The Baruta Zip Code is 1080 and the Area Code is 212, the same as the Greater Caracas area.

==Demographics==

- 317,288 inhabitants.
- Density: 2.600 inhabitants/km^{2}.

Parishes
- Nuestra Señora del Rosario de Baruta
- Las Minas de Baruta
- El Cafetal

==Government==
Although some of the political functions overlap with the Greater Caracas Municipality, Baruta has its own Mayor, Darwin Gonzalez.

The local government has its own police force, among other responsibilities.
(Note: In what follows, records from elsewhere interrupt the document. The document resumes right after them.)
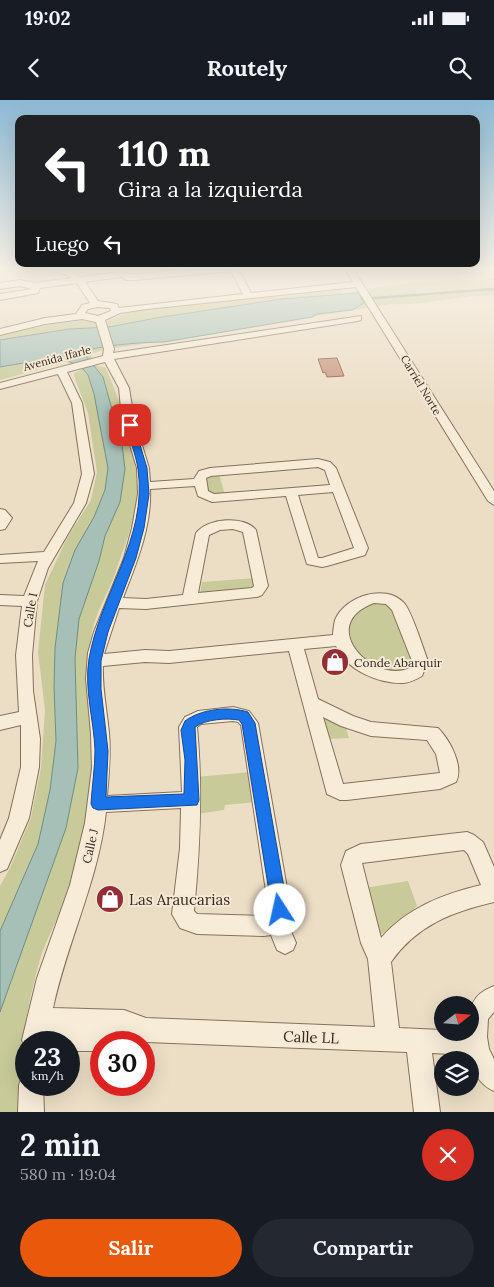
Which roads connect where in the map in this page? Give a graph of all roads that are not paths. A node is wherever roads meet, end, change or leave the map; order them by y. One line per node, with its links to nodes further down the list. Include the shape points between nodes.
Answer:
1 (68, 316): 8 (street)
2 (71, 316): 9 (street)
3 (86, 316): 7 (street)
4 (112, 316): 7 (street)
5 (379, 316): 17 (street, Carriel Norte)
6 (358, 318): 10 (street, Avenida Ifarle)
7 (102, 323): 10 (street, Calle J)
8 (0, 328)
9 (0, 332)
10 (103, 356): 11 (street, Avenida Ifarle); 14 (street, Calle J, via 124,388 128,419)
11 (66, 369): 12 (street, Avenida Ifarle); 20 (street, Calle I, via 77,403 88,474 80,503)
12 (0, 386)
13 (200, 482): 14 (street); 15 (street, via 200,476 207,472 321,463 329,467); 16 (street, via 204,495 212,498)
14 (145, 486): 25 (street, Calle J, via 137,535)
15 (337, 488): 16 (street); 16 (street, via 361,550 354,556 320,563 310,558)
16 (291, 492)
17 (494, 501)
18 (0, 513): 19 (street, via 5,518)
19 (0, 526)
20 (47, 556): 21 (street); 24 (street, Calle I)
21 (0, 559)
22 (190, 599): 22 (street, via 260,591 248,529 236,525 204,531); 25 (street)
23 (0, 600): 24 (street)
24 (30, 601): 30 (street, Calle I, via 24,655)
25 (114, 603): 28 (street, Calle J, via 102,632)
26 (341, 640): 26 (street, via 356,660 377,673 405,677 420,668 400,609 390,600 370,600 350,610 340,627); 27 (street)
27 (295, 645): 28 (street, via 169,657 148,663); 29 (street)
28 (95, 665): 33 (street, Calle J, via 101,751)
29 (311, 703): 29 (street, via 331,783 336,790 347,792 440,781 449,777 450,770 439,740 432,733 370,729)
30 (29, 717): 31 (street); 34 (street, Calle I, via 28,784 20,818)
31 (0, 723)
32 (192, 800): 33 (street); 36 (street, via 183,910 186,917 197,924 264,926); 36 (street, via 189,724 198,718 244,716 248,723 280,910)
33 (98, 804): 40 (street, Calle J, via 86,864 48,978)
34 (0, 863)
35 (494, 892): 38 (street, via 450,904 422,916 397,935); 38 (street, via 476,848 467,841 355,855 351,865)
36 (276, 922): 37 (street)
37 (284, 944)
38 (378, 959): 42 (street, via 384,984)
39 (494, 997): 44 (street, via 479,1013 474,1033)
40 (36, 1031)
41 (80, 1037): 42 (street, Calle LL, via 113,1039 146,1030)
42 (388, 1040): 43 (street, Calle LL)
43 (418, 1041): 44 (street, Calle LL); 48 (street)
44 (476, 1044): 45 (street)
45 (494, 1079)
46 (31, 1096): 47 (street)
47 (31, 1112)
48 (427, 1112)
The City Hall is currently located in the old Baruta town.

===Mayors===

| Period | Mayor | Political Party | % of votes | Notes |
|---|---|---|---|---|
| 1989-1992 | Gloria Lizarraga de Capriles | COPEI |  | First Mayor |
| 1992-1995 | Ángel Enrique Zambrano | Decisión Ciudadana |  |  |
| 1995-2000 | Ivonne Attas | COPEI |  |  |
| 2000-2004 | Henrique Capriles Radonski | Justice First | 62.99 |  |
| 2004-2008 | Henrique Capriles Radonski | Justice First | 78.83 | Re elected |
| 2008-2013 | Gerardo Blyde | Un Nuevo Tiempo | 83.07 |  |
| 2013-2017 | Gerardo Blyde | Un Nuevo Tiempo | 79.81 | Re elected |
| 2017-2021 | Darwin González |  | 49.73 |  |

==Culture==

In the Municipality diverse cultural manifestations are developed, some associates to popular celebrations, like:
- Day of the Candlemas (Paradura del niño), Date of celebration: February 2.
- Carnival, Date of celebration: movable.
- Holy week, Date of celebration: movable.
- The cross of May, Date of celebration: May 3.
- Saint Anthony, Date of celebration: June 13.
- Saint John, Date of celebration: June 24.
- Day of Our Lady of the Rosary of Baruta (Month of Baruta), Date of celebration: October 29.
- Day of Our Lady of Fatima (Las Minas and Monterrey), Date of celebration: October 30.

===Urbanización Las Mercedes===
- Trasnocho Cultural: founded in 2001 in the Paseo Las Mercedes Shopping Center, it houses theaters, cinema, bookstore and the TAC art gallery, as well as a variety of shops.
- Teatro Escena 8.
- Plaza Alfredo Sadel: named in homage to the Venezuelan tenor of the same name. Since its remodeling in 2007, this space has become a venue for concerts, exhibitions, book fairs and cultural, political and sporting events.

===Bello Monte===
- La Caja de Fósforos: experimental theater room founded in 2014, as part of the stage space management project of the Contrajuego Theater Group, directed by Orlando Arocha. The room is part of the Concha Acústica de Bello Monte Cultural Complex, or José Ángel Lamas Acoustic Shell.